A Load Balancer is a device or software that sits between the client and a group of backend servers. It distributes incoming network traffic across multiple servers to ensure no single server bears too much demand. This improves responsiveness, increases availability, and ensures reliability.

1. Where are Load Balancers Placed?

Load balancers are typically placed at three critical points in a system architecture:

Between the Client and the Web Server (Layer 7 LB)
Between the Web Server and the Application/API Server (Internal LB)
Between the Application Server and the Database Server (Database LB)

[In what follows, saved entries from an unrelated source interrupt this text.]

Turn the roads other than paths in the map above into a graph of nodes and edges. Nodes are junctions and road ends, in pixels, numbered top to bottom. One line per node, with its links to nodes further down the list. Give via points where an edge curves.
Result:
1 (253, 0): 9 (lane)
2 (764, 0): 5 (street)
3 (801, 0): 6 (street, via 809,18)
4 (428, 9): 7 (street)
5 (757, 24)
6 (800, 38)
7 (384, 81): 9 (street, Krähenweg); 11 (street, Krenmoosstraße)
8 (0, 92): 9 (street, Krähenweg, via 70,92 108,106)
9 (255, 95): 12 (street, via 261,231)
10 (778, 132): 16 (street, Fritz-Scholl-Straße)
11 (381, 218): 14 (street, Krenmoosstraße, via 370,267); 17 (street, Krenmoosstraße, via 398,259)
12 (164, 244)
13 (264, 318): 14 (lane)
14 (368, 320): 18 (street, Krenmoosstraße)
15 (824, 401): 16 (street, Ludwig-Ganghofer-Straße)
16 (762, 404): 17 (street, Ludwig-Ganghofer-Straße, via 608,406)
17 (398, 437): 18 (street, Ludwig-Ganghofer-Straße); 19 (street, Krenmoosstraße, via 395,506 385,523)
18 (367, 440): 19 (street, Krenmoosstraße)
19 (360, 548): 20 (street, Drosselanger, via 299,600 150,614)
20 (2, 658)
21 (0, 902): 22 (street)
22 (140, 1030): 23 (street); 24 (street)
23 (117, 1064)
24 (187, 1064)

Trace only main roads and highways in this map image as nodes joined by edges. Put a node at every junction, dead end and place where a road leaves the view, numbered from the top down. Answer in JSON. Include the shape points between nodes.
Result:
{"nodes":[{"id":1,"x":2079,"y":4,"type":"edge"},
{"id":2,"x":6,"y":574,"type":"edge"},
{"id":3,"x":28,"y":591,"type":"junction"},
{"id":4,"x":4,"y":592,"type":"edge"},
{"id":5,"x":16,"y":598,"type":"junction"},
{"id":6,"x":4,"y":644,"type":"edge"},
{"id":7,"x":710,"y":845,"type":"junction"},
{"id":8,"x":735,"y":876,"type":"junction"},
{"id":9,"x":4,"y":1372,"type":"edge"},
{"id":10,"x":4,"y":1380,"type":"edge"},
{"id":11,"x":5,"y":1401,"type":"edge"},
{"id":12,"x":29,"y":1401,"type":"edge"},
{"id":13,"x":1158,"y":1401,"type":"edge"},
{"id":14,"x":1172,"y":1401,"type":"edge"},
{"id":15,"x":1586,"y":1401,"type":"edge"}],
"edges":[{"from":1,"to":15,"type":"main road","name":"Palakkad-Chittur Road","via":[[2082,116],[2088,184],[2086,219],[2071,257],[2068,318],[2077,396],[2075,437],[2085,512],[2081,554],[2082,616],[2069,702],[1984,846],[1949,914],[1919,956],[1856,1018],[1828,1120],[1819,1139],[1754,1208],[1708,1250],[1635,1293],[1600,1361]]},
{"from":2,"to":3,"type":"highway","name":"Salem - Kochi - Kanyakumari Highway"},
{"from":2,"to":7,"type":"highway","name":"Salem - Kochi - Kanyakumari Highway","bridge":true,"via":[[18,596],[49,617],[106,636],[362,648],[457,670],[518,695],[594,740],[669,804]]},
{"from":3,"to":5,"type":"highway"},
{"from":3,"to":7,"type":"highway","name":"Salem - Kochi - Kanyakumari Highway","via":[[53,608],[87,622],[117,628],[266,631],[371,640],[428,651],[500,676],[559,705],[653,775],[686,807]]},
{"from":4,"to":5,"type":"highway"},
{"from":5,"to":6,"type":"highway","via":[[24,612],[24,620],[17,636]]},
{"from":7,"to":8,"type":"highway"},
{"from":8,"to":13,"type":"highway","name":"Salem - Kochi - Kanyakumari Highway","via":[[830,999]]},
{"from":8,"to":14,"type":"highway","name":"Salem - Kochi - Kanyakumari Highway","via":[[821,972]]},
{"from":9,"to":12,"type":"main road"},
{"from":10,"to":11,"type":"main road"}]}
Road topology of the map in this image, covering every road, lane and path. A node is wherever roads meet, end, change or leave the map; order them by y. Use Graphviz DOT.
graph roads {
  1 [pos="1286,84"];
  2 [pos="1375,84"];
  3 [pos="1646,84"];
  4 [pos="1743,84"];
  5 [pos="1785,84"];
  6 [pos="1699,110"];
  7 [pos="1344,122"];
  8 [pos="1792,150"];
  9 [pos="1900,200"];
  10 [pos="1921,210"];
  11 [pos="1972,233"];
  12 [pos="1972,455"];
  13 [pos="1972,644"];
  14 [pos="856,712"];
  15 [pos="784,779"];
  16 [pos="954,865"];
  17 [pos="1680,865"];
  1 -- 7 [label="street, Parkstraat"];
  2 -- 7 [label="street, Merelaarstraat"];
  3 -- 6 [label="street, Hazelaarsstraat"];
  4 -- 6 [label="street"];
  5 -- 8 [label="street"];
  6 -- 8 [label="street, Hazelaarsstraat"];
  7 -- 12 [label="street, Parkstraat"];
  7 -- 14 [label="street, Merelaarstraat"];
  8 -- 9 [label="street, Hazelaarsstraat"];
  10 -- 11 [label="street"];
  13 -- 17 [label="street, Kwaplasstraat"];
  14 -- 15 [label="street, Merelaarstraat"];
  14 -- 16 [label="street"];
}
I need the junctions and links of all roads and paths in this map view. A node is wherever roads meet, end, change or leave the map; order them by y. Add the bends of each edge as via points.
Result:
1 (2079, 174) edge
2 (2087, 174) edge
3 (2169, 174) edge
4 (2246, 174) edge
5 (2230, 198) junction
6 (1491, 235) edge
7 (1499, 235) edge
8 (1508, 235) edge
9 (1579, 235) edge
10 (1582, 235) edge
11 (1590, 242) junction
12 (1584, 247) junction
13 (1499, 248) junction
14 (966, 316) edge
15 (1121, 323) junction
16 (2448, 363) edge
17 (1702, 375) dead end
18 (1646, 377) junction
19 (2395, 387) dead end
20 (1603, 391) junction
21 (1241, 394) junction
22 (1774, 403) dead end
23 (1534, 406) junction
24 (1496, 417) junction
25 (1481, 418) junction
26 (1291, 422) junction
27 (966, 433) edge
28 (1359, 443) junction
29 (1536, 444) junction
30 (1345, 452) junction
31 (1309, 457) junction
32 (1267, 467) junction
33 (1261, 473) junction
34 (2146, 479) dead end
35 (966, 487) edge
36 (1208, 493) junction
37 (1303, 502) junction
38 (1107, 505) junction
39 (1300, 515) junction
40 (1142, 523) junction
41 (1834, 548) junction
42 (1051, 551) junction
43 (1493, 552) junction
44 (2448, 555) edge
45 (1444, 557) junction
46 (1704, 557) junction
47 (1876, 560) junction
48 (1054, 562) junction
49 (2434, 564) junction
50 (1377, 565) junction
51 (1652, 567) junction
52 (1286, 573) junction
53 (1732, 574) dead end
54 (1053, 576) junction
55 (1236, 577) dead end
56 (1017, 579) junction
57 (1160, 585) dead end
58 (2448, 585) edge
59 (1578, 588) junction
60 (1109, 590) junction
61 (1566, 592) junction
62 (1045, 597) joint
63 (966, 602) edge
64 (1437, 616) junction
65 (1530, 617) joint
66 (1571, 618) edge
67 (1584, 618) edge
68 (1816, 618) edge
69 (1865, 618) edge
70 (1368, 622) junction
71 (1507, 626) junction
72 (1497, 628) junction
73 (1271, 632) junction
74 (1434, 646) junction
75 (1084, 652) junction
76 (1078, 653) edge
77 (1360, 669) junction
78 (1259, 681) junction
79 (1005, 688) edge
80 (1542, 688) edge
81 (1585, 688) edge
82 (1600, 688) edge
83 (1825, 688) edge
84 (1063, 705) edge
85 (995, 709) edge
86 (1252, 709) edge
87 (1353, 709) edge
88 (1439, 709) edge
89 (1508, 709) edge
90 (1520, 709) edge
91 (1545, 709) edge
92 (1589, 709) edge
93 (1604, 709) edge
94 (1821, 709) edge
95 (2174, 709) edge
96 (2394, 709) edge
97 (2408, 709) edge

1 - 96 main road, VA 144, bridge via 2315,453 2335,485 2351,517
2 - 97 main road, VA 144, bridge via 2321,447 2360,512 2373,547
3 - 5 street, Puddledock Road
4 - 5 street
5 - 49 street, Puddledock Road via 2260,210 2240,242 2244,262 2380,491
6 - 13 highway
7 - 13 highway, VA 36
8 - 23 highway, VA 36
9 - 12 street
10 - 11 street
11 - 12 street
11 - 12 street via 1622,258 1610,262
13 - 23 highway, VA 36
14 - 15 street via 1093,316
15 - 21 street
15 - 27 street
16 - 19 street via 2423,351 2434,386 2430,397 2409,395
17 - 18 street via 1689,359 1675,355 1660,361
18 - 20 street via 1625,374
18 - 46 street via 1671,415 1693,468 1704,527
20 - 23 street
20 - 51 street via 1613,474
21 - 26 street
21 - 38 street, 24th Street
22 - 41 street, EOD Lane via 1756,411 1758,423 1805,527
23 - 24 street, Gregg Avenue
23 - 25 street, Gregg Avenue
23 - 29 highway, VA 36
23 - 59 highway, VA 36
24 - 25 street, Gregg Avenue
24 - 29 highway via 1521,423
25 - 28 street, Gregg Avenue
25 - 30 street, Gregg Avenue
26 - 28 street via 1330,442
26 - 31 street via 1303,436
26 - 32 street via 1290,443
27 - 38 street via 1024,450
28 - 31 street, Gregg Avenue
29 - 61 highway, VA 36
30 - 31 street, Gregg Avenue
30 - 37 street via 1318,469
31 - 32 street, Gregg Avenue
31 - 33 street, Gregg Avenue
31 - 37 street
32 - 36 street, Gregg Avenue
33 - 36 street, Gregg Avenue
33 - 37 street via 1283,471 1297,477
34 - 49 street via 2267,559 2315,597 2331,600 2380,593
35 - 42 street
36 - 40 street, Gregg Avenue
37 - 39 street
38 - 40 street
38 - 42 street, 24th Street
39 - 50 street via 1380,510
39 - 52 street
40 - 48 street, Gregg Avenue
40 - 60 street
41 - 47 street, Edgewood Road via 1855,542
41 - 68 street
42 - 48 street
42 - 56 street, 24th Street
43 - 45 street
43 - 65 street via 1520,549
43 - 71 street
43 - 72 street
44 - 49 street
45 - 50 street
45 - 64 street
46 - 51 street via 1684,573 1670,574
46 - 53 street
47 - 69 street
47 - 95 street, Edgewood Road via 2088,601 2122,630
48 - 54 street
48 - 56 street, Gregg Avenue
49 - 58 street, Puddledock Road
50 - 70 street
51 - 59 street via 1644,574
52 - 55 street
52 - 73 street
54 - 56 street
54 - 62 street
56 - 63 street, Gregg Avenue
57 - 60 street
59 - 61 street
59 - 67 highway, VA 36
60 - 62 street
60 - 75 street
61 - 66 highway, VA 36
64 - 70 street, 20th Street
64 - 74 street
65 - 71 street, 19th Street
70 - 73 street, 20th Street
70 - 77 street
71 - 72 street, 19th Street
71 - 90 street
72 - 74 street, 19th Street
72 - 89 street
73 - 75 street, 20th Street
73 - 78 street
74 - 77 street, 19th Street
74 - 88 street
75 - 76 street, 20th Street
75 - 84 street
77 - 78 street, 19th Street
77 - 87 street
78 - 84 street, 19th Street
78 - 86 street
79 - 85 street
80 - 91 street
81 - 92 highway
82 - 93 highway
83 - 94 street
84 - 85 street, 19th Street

2. Types of Load Balancers

Hardware Load Balancers

Physical appliances (like F5 Networks or Citrix ADC) that sit in the data center. They are extremely fast and feature-rich, but incredibly expensive (can cost $100,000+).

Software Load Balancers

Software solutions like Nginx, HAProxy, or AWS Elastic Load Balancer (ELB). They are cost-effective, highly configurable, and run on commodity hardware.

Layer 4 vs Layer 7

Layer 4 (Transport Layer): Routes traffic based on IP address and TCP port. It cannot inspect the content of the request (like the URL path or HTTP headers). Extremely fast.
Layer 7 (Application Layer): Routes traffic based on the content of the HTTP request. It can make intelligent decisions like routing /api/* requests to backend servers and /images/* requests to a CDN. Slower but far more flexible.

3. Load Balancing Algorithms

Round Robin

Distributes requests sequentially. Request 1 goes to Server A, Request 2 goes to Server B, Request 3 goes to Server C, Request 4 goes back to Server A.

Pros: Dead simple.
Cons: Ignores server load. If Server A is already processing a massive request, it still gets the next one.

Weighted Round Robin

Same as Round Robin, but each server is assigned a weight based on its capacity. A powerful server with weight 5 gets 5x more requests than a server with weight 1.

Least Connections

Routes the new request to the server that currently has the fewest active connections.

Best for: Long-lived connections (WebSocket, database connections).

Least Response Time

Routes the request to the server that has the fewest active connections AND the lowest average response time. A sophisticated version of Least Connections.

IP Hash

The client's IP address is fed into a hash function. The result determines which server handles the request. This ensures the same client always hits the same server.

Best for: Session-based applications that store user state on the server (session affinity/sticky sessions).

Random

Routes the request to a randomly chosen server. Surprisingly effective when all servers are identical.

4. Health Checks

A load balancer continuously monitors the health of its backend servers by sending periodic Health Check requests (e.g., an HTTP GET to /health). If a server stops responding, the load balancer automatically removes it from the pool, ensuring that no traffic is sent to a dead server.